[THE TASK]: Whenever the word "dead" appears in a line of the data below, copy that line.

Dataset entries
==========
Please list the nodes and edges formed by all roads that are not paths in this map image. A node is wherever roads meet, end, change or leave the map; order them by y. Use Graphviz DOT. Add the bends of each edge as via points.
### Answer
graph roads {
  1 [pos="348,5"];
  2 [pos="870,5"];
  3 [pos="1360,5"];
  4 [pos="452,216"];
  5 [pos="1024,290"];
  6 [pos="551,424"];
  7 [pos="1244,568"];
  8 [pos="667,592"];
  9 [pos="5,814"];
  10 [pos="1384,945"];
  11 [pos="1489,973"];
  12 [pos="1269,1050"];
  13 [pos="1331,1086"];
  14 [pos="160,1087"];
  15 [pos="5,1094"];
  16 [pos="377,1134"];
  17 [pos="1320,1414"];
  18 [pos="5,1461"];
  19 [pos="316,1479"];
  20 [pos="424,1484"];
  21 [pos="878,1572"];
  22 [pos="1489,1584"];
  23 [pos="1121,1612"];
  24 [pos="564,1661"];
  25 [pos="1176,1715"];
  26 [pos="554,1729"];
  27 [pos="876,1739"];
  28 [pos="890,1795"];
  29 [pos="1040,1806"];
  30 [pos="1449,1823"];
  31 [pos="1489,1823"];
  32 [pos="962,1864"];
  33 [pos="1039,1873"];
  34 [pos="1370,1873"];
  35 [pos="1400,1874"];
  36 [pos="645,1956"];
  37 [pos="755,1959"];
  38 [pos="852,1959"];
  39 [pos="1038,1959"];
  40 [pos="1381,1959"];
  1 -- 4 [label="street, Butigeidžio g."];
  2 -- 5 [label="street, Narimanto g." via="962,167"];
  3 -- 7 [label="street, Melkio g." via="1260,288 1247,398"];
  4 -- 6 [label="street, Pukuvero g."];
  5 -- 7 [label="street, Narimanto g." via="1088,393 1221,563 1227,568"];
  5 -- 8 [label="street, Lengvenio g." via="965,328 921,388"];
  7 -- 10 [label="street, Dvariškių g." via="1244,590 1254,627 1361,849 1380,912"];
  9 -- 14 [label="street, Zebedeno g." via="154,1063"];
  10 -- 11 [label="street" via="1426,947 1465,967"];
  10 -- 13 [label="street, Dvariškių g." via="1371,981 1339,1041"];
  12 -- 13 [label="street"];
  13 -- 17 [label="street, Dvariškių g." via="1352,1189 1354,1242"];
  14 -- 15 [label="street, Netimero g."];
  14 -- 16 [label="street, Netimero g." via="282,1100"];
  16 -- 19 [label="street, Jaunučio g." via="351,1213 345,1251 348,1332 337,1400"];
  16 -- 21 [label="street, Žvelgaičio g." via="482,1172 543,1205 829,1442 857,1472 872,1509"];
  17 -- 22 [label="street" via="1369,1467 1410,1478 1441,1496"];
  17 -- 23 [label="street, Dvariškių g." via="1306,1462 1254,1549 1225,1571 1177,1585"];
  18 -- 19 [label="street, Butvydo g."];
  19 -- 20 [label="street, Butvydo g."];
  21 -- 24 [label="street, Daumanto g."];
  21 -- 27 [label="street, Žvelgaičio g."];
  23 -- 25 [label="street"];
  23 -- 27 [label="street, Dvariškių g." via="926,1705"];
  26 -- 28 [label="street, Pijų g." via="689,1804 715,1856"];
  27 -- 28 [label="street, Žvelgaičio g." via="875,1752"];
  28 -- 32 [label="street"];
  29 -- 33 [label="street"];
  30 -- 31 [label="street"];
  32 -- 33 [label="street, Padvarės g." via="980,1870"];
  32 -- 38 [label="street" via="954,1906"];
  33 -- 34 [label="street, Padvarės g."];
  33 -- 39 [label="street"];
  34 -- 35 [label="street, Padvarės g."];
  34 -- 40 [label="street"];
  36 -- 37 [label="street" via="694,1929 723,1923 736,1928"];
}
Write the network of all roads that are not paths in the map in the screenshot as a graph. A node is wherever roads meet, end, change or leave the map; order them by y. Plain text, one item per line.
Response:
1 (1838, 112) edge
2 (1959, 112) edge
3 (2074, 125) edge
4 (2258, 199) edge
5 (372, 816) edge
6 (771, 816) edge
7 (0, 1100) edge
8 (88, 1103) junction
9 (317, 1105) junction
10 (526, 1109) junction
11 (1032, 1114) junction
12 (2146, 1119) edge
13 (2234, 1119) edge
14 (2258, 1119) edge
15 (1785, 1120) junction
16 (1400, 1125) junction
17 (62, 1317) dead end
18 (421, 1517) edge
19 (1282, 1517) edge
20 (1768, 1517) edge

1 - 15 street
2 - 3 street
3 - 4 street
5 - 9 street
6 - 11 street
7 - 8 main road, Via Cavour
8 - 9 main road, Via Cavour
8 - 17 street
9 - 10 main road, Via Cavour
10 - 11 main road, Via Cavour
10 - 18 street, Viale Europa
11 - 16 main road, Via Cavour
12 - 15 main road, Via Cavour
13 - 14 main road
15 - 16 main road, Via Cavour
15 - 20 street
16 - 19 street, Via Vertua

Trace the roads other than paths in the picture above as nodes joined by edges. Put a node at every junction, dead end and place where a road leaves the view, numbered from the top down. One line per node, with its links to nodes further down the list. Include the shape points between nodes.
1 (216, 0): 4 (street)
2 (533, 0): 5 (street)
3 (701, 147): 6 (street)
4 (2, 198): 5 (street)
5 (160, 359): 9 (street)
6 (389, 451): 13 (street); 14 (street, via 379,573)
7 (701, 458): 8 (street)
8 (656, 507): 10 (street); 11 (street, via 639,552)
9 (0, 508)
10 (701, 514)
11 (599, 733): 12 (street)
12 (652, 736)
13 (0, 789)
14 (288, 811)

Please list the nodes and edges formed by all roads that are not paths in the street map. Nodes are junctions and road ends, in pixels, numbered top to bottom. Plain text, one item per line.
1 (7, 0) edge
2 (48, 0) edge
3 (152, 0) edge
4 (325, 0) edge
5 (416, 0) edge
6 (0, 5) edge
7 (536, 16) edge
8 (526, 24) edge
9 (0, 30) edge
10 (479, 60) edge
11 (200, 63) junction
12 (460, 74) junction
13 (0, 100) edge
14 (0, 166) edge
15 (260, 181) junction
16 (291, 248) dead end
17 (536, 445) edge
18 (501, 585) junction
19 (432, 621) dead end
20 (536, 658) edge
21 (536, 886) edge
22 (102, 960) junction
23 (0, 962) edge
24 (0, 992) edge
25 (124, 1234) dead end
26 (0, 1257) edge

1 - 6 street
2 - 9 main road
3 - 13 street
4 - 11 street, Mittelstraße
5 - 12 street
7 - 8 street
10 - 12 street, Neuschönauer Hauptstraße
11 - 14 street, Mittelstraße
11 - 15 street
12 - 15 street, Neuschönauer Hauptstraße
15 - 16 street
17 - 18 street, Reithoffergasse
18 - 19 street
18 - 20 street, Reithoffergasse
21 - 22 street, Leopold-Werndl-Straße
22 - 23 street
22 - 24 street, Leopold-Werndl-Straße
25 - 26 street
==========
[TASK RESULT]:
17 (62, 1317) dead end
Trace the roads other than paths in the picture above as nodes joined by edges. Put a node at every junction, dead end and place where a road leaves the view, numbered from the top down. One line per node, with its links to nodes further down the list. Include the shape points between nodes.
16 (291, 248) dead end
19 (432, 621) dead end
25 (124, 1234) dead end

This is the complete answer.